Zor zaman deyince hepimizin yaşadığı durum farklı, her birimize sorulsa kim bilir neler anlatırsınız yaşamın sizin için şu an ne kadar zor oluğuna dair. Son zamanlarda yaşanan olaylar sanırım hepimizi güçlü bir şekilde sarsan, derinden yaralayan, endişe yaratan ve umutsuzluğa iten türden. Bu zamanlarda kendi merkezimizde ve dengede kalmak çevremiz, ailemiz, çocuklarımız için son derece önemli. Hep mutlu olalım, neşeli olalım, boş verelim, yok sayalım hedefiyle değil, kendi bireysel yaşam gündemimizi tutabilelim, önceliklerimizi yaşayabilelim, duygularımızı anlayıp, kendi merkezimizde dengede kalabilelim amacına odaklanmalıyız. Ancak böyle olduğunda birlikte daha olumlu adımlar atabiliriz.
- Daha az haber dinleyin: Biliyorum çok merak ediyoruz ne oldu, ne olmuş, nasıl olmuş. Ne kadar çok sosyal medya ve televizyon başında vakit geçirirsek o kadar kendi içsel sürecimizi kaçırıyoruz ve yaratılan ortak duygu ve içinde savrulup gidiyoruz.
- Ne izlediğinize, ne dinlediğinize, ne yediğinize dikkat edin: Seçim yapın, kendinizi kaptırmayın, size iyilik yaratan, olumlu, pozitif alternatifleri seçin. Size sunulanı değil, sizin seçtikleriniz hayatınızda yer alsın. Seçimlerinize dikkat edin.
- Başkalarının bakış açısından bakın: Bizim olaylara bir bakış açımız var, kendimize göre inandığımız, inanmadığımız, arkasında durduğumuz veya sorguladığımız bir çok konu var. Bizim için zorluk yaratan durumlarda durup bir soralım bu durum karşısında acaba X kişisi ne düşünürdü, nasıl tepki verirdi diye? Bu kişiler bizim kahramanlarımız, yaşamımızda bizde iz bırakan tanıdık tanımadık kişiler, liderler, sanatçılar olabilir. Onların gözünden olaylara bakıp farklı bakış açılarından duruma odaklanmak düşünce yapımızı saplandığı yerden çıkarıp bize esneklik getirecektir.

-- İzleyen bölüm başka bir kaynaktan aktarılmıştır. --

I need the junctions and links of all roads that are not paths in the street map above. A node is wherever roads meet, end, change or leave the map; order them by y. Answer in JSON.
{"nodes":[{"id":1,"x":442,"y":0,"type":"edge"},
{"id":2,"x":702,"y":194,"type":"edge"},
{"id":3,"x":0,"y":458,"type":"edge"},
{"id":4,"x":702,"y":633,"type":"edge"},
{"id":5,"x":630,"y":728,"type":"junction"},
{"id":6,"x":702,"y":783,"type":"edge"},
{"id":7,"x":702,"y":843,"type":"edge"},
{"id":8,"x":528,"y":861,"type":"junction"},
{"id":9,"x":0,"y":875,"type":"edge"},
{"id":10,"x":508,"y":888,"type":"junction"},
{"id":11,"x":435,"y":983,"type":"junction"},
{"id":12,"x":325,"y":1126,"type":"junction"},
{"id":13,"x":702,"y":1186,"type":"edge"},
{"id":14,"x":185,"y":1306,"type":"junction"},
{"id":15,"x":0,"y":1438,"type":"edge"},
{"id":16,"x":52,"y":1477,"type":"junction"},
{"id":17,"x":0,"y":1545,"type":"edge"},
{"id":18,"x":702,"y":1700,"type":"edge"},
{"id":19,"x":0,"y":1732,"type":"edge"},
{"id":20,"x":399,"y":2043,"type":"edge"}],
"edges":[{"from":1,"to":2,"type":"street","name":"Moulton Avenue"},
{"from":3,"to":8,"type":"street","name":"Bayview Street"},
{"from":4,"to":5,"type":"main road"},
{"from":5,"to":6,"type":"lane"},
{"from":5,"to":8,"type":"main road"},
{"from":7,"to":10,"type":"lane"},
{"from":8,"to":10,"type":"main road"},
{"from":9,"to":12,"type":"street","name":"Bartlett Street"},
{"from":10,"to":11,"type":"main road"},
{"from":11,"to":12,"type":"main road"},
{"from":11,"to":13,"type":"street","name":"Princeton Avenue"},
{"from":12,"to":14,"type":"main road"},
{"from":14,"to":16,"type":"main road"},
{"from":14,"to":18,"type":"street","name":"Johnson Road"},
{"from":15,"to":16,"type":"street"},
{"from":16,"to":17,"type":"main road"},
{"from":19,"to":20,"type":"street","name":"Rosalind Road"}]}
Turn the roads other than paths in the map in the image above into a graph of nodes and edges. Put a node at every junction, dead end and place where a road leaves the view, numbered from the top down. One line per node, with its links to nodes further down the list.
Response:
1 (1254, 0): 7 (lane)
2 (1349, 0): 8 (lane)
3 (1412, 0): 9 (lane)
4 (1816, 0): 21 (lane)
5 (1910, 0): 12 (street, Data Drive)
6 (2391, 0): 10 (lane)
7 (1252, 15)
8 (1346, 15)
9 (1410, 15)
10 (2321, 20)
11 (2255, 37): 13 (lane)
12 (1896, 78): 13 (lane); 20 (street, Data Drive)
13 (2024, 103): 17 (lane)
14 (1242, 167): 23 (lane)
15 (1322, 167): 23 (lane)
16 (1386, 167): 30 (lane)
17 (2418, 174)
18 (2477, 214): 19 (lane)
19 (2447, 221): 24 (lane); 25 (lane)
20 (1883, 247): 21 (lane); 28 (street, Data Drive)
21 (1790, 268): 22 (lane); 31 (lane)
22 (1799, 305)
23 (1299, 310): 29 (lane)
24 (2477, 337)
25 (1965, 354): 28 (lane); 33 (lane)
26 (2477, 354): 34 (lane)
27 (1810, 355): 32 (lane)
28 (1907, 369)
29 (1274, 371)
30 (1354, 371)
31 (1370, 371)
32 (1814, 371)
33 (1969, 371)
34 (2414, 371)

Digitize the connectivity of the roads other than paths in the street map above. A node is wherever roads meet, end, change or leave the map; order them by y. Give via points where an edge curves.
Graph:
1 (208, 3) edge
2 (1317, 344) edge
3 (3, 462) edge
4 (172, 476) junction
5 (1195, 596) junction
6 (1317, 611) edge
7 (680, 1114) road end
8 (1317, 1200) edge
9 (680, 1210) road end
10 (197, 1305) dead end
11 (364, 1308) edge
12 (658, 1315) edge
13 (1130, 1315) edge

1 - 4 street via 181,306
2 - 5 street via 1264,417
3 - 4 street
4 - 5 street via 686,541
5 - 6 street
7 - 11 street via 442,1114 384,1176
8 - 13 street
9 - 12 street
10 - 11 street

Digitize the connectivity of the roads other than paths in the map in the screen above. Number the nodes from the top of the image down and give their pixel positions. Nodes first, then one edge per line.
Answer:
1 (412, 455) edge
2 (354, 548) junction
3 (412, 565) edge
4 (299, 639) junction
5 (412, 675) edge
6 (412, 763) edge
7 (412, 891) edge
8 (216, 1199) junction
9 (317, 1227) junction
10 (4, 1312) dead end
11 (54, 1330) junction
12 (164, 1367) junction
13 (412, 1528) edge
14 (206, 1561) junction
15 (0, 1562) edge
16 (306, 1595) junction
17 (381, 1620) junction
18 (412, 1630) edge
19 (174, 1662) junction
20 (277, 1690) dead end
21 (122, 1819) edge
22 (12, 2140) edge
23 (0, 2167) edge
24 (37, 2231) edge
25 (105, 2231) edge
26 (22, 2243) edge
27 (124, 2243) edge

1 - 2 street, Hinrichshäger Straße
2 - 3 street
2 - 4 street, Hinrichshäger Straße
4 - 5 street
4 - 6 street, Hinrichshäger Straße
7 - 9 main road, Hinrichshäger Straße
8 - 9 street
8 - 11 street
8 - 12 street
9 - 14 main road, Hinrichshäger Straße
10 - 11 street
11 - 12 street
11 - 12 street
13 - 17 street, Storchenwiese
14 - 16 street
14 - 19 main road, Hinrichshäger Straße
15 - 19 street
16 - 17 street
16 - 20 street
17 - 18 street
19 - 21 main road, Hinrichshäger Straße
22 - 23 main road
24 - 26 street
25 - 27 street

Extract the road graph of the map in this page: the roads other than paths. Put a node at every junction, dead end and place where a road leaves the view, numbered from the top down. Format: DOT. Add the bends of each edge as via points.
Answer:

- Bedeninize iyi bakın: Sabah kalkınca iki ayağınızı yatağın yanına basıp bir kaç dakika orada öylece oturun. Önce bedeninizi hissedin, günü yaşamaya hazırlanın. Hem duygu hem düşünce olarak o anda neler oluyor sizde bir durup tanık olun. Sonra güzel bir duş alıp, duştan damlayan suların bedeninizde yarattığı enerjiyi hissedip yaşadığınıza şükür edebilirsiniz.
- Şükür listesi yapın: Akşam yatarken o güne ve genel olarak hayatınıza odaklanarak şükür edecek en az 10 tane maddeyi bir deftere ya da kağıda yazarak günü kapatın. Bu listenizi sabah kalktığınızda da okuyup güne bu motivasyonla başlayabilirsiniz.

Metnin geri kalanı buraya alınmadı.